Silent Corticotroph Adenomas

Abstract

Silent corticotroph adenomas (SCAs) are clinically nonfunctioning pituitary adenomas (NFPAs) with positive staining for corticotropin (ACTH) by immunohistochemistry. Whether SCAs behave more aggressively than NFPAs without ACTH immunoreactivity (ACTH negative) remains controversial. To compare characteristics and outcomes of SCAs with ACTH-negative NFPAs and to identify predictors of aggressive outcome. Primary composite endpoint included the first of any of the following events: progression, recurrence, or death. We reviewed all cases of SCAs and all ACTH-negative macroadenomas operated on between April 1995 and December 2007 by 1 neurosurgeon. Our retrospective cohorts included 33 SCAs followed for 42.5 months (median) (range, 6.7-179.0 months) and 126 ACTH-negative patients followed for 42 months (range, 6-142 months). SCA were younger (mean ± SD; 49.6 ± 14.1) than ACTH-negative patients (55.6 ± 12.8, P = .02). Tumor diameter was similar (2.8 ± 1.0 cm); cavernous sinus invasion was present in 45.5% of SCAs and 30.2% of ACTH-negative NFPAs (P = .09). Postoperative tumor residual was detected in 53.1% of SCAs and 49.6% of ACTH-negative patients. Radiation was administered in 40.6% of SCAs at 16 months (range, 3-149 months) and 33.3% of ACTH-negative patients at 13 months (range, 3-94) postoperatively. Progression of residual tumor occurred in 24.2% of SCAs and 11.1% of ACTH-negative patients (P = .08); recurrence was similar (6.0% SCAs vs 5.5% ACTH-negative patients).

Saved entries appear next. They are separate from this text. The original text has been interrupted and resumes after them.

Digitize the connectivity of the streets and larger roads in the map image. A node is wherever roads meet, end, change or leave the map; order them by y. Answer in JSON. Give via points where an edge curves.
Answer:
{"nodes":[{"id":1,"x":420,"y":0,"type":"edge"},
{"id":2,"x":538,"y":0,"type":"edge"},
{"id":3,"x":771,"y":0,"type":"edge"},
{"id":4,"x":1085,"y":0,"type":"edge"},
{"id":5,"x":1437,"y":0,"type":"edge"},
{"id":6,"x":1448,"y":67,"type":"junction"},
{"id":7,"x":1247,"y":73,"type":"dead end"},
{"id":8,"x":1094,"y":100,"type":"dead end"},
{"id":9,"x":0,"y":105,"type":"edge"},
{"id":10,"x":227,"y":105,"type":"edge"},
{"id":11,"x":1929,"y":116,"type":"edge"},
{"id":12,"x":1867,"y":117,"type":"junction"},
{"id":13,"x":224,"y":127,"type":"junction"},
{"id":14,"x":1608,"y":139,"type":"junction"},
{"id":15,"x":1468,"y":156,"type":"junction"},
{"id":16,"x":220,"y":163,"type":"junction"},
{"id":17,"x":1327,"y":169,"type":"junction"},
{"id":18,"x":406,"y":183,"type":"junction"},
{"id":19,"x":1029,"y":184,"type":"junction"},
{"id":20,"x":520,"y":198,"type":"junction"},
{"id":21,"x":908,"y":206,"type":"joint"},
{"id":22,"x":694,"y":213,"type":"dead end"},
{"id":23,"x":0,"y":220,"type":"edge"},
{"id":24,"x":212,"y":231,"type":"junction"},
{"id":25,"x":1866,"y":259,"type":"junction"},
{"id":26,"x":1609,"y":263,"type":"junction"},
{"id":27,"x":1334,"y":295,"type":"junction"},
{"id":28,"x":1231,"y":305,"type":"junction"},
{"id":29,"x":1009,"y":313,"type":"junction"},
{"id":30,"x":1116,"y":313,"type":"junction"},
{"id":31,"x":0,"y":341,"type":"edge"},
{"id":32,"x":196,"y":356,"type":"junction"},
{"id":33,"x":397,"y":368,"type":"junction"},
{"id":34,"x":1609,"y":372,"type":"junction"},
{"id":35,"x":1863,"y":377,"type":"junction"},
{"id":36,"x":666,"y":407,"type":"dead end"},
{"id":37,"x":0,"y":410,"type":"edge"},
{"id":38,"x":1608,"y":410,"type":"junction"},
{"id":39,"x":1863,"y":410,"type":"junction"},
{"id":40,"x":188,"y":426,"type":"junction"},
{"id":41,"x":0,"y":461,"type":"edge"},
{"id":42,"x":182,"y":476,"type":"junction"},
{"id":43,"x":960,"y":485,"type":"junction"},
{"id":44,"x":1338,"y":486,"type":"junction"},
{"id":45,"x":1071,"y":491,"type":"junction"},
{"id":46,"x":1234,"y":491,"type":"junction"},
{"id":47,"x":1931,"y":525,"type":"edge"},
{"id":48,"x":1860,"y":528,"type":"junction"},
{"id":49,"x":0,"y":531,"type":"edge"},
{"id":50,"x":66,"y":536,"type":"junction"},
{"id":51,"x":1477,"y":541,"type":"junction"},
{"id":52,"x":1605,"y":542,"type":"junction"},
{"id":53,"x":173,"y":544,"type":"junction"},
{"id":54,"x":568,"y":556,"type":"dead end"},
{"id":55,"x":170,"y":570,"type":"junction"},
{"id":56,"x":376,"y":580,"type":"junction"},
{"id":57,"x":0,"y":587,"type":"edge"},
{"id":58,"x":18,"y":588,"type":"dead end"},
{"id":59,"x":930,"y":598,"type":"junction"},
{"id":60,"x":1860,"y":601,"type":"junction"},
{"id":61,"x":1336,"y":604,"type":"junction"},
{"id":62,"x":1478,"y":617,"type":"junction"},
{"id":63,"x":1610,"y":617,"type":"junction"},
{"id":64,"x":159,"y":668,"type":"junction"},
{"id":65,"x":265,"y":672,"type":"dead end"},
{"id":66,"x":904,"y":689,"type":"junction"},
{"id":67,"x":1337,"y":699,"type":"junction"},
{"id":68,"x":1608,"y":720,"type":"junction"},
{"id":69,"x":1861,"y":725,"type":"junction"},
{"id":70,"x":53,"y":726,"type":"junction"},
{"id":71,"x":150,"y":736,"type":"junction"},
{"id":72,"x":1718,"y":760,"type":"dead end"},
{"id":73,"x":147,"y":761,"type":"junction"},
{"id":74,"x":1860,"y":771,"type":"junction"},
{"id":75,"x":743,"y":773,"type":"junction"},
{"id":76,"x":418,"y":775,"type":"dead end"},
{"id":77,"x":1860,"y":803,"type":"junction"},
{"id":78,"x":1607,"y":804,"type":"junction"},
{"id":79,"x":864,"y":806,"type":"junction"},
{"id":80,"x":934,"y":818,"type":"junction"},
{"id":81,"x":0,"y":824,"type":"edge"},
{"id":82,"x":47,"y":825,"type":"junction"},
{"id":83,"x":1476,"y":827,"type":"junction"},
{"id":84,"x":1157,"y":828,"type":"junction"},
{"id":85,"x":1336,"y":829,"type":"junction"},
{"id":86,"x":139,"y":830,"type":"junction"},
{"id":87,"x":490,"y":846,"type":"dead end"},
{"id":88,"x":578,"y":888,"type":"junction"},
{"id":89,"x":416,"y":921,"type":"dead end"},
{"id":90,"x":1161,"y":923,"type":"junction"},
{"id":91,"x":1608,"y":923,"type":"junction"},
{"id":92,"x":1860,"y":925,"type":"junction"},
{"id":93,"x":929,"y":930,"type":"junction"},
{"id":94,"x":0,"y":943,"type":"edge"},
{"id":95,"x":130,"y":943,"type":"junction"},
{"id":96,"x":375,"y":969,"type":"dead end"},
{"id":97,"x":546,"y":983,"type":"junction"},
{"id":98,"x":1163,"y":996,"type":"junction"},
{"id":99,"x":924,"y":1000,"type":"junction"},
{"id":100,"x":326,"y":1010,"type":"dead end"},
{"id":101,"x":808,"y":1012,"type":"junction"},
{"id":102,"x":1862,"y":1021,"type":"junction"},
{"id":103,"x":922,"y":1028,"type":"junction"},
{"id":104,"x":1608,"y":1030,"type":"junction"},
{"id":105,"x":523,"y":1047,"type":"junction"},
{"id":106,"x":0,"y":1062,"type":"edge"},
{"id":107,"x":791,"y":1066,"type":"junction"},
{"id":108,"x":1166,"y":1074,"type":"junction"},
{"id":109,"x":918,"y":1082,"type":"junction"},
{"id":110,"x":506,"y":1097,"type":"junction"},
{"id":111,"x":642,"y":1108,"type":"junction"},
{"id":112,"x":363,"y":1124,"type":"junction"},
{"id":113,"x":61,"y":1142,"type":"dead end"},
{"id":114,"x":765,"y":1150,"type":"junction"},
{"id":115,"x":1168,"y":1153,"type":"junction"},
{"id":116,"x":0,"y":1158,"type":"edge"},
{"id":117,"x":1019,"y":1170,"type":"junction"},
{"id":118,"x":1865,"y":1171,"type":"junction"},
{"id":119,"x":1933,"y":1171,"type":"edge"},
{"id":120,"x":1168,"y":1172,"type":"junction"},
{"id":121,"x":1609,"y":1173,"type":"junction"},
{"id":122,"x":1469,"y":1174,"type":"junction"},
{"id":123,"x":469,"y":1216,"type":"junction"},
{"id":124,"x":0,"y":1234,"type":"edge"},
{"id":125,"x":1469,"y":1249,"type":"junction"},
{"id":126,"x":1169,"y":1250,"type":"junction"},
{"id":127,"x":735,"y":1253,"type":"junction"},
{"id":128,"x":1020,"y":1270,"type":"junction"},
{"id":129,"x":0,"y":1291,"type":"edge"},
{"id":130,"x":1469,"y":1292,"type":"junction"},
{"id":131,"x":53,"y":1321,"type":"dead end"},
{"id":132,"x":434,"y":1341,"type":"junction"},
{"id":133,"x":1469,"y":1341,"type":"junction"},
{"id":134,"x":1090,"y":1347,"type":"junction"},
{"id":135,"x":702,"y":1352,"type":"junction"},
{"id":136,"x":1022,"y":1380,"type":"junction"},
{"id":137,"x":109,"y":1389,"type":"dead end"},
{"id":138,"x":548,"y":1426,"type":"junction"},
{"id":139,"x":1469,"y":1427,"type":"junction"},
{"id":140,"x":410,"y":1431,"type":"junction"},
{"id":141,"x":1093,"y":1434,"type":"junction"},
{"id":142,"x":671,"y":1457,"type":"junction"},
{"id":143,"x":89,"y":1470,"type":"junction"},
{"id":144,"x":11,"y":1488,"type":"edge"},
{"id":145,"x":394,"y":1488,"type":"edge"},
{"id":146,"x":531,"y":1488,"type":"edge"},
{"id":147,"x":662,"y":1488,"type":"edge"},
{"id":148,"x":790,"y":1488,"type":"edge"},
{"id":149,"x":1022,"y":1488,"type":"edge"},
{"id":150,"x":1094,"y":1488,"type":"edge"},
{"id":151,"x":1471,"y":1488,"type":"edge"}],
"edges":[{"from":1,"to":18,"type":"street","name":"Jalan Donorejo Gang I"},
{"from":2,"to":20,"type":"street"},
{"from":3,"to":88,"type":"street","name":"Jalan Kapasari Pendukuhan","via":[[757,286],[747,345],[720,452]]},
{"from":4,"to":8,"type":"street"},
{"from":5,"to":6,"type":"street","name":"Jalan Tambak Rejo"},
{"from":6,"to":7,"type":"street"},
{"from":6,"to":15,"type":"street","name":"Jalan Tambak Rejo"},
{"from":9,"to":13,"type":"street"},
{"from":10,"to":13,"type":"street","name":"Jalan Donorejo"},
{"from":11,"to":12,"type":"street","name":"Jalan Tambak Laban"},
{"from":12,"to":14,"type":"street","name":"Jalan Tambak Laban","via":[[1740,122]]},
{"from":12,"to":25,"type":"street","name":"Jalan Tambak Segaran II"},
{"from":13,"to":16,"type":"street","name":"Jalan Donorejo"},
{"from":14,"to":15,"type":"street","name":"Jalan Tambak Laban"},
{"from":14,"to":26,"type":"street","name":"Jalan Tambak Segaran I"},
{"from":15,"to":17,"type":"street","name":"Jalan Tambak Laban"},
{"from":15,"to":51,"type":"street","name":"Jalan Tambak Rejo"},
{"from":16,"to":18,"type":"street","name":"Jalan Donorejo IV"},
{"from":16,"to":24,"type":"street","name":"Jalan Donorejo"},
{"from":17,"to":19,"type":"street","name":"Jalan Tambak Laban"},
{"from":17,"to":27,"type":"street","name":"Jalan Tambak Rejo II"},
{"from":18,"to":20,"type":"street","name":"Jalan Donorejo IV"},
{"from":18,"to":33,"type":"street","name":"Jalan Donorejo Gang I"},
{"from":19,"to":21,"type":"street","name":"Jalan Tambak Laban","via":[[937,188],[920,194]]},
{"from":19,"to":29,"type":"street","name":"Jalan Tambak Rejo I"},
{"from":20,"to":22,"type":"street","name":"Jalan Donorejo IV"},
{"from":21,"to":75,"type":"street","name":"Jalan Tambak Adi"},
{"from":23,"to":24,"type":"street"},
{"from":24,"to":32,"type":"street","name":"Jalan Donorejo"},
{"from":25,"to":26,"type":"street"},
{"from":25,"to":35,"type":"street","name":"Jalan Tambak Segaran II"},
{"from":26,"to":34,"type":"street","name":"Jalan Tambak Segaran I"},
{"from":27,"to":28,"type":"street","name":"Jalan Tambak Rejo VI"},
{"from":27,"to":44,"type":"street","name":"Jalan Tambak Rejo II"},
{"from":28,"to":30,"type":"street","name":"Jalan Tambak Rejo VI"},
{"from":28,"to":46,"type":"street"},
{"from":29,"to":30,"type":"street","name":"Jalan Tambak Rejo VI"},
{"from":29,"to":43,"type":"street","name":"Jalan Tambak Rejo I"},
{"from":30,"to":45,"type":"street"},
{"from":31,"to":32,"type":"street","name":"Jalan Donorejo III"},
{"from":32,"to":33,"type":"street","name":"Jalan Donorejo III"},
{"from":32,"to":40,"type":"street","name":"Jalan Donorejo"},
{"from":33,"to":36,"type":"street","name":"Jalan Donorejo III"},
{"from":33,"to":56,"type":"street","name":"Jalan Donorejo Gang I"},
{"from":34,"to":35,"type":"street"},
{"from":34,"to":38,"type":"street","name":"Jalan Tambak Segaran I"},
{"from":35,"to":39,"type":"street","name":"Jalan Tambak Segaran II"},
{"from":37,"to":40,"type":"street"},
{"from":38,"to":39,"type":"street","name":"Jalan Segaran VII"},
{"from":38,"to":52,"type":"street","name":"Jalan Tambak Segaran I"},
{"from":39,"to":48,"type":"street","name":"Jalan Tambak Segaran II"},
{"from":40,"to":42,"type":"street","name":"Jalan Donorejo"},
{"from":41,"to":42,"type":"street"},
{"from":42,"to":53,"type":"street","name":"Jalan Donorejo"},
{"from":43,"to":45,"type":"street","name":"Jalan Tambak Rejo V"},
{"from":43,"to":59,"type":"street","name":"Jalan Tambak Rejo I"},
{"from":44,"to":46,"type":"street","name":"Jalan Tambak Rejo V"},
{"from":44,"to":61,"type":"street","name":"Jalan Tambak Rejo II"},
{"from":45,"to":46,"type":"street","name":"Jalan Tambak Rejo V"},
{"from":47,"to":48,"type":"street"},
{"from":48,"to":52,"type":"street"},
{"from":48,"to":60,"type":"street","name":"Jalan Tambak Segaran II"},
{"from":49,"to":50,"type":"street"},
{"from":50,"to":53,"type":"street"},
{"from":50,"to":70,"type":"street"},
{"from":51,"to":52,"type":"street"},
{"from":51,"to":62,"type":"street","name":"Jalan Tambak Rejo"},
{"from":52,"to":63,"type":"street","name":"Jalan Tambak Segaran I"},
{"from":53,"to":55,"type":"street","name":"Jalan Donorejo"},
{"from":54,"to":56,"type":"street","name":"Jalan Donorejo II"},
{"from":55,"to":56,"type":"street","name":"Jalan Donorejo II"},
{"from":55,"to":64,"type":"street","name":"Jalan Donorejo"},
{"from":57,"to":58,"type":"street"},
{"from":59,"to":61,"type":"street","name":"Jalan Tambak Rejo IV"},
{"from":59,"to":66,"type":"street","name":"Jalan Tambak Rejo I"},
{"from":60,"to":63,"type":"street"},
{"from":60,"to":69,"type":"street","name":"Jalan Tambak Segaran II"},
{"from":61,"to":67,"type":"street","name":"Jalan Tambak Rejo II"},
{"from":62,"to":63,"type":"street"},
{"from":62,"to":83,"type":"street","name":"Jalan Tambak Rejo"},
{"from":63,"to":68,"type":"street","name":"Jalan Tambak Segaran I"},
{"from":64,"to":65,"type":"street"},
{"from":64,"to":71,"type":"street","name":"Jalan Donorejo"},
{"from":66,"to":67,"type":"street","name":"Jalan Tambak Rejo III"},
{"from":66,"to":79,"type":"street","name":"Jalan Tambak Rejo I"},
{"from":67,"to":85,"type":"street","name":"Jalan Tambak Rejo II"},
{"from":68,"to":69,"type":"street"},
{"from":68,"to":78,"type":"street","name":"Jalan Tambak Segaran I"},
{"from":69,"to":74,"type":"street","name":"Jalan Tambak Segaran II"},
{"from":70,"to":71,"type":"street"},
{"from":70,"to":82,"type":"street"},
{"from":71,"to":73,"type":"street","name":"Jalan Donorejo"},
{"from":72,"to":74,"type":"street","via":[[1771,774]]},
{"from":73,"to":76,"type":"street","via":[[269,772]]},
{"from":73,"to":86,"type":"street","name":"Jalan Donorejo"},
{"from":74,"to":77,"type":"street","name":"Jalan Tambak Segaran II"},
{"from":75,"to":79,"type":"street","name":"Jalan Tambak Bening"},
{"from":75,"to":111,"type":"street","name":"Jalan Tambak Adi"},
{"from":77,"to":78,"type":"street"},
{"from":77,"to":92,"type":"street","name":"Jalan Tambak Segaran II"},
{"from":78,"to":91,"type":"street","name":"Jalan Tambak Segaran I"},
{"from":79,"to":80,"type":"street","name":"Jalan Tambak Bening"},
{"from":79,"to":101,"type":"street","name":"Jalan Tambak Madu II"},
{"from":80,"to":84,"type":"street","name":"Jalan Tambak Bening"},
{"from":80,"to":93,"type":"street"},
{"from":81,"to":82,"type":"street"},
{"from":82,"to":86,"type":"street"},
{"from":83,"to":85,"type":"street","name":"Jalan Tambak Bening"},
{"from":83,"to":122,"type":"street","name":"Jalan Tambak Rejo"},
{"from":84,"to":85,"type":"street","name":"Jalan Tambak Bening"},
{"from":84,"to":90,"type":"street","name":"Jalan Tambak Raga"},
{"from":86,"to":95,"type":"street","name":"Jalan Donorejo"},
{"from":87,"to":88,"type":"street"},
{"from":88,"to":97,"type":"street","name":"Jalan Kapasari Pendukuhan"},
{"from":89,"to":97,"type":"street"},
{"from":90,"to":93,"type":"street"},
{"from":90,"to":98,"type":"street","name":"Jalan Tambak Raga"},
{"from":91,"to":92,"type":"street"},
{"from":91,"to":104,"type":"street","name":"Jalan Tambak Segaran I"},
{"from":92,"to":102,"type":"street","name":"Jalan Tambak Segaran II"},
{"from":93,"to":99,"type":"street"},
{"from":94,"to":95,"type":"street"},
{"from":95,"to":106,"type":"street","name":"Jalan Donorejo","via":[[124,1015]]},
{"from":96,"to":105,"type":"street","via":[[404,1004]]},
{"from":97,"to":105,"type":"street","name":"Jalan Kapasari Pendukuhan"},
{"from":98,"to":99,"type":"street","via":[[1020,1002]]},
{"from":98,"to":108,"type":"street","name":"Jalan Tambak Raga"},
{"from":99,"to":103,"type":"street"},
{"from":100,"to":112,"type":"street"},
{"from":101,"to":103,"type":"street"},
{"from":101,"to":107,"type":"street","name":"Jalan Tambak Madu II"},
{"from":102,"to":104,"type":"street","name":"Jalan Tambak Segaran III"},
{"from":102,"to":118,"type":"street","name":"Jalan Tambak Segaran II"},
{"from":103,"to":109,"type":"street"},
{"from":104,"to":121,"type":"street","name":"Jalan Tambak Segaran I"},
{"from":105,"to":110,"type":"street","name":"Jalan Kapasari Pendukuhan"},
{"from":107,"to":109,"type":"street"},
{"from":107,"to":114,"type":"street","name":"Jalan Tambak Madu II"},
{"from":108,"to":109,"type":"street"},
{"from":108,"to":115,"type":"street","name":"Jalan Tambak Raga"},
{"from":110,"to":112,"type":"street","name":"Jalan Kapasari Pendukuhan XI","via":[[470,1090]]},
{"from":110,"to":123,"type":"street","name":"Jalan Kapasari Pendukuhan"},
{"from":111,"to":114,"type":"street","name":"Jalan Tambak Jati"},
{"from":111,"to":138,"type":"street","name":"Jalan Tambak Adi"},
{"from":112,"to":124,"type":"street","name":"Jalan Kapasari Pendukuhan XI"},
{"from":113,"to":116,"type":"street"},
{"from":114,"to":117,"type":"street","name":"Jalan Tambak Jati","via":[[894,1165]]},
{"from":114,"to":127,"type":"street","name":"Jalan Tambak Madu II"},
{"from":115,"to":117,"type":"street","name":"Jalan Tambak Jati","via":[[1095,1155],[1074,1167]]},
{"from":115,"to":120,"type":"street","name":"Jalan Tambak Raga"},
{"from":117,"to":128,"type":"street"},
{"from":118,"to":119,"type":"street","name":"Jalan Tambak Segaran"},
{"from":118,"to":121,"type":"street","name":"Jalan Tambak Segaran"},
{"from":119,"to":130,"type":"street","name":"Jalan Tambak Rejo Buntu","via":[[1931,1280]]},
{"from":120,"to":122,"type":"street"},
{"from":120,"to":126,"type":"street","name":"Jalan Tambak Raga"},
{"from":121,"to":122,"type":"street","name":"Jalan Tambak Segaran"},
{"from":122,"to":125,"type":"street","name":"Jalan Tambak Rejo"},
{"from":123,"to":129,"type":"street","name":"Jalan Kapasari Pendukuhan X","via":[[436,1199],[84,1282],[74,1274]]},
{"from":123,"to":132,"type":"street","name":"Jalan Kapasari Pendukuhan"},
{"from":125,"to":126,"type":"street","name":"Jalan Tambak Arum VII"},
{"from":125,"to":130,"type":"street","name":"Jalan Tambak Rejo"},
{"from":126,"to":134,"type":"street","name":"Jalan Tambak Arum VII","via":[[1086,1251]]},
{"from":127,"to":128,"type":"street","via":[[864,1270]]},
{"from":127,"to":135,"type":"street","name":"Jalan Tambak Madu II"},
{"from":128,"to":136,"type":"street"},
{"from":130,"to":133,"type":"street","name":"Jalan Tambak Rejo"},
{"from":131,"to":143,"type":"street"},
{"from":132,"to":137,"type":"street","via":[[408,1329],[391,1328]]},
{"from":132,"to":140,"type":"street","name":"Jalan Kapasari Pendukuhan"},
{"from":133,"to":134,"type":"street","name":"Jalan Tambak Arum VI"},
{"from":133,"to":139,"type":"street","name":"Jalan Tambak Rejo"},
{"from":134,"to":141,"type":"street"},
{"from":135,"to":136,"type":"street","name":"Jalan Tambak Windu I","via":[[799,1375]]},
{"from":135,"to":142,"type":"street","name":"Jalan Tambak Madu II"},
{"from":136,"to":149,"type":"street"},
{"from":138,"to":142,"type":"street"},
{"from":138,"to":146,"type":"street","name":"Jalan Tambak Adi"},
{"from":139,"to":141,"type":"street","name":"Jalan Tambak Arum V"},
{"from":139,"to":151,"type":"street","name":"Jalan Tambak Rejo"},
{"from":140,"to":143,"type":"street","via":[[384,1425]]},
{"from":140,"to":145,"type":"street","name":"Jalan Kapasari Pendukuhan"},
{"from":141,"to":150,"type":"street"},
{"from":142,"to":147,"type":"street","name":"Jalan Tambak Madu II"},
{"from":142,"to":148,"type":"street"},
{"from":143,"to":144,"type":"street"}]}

Cumulative event-free survival rates were not significantly different between the 2 groups (P = .3). Age, sex, tumor size, cavernous sinus invasion, or SCA subtypes were not associated with outcome. SCA patients were younger, but exhibited similar postoperative tumor regrowth rates as ACTH-negative macroadenomas while using a similar adjuvant radiation protocol. Long-term follow-up is warranted because predictors of regrowth are currently lacking.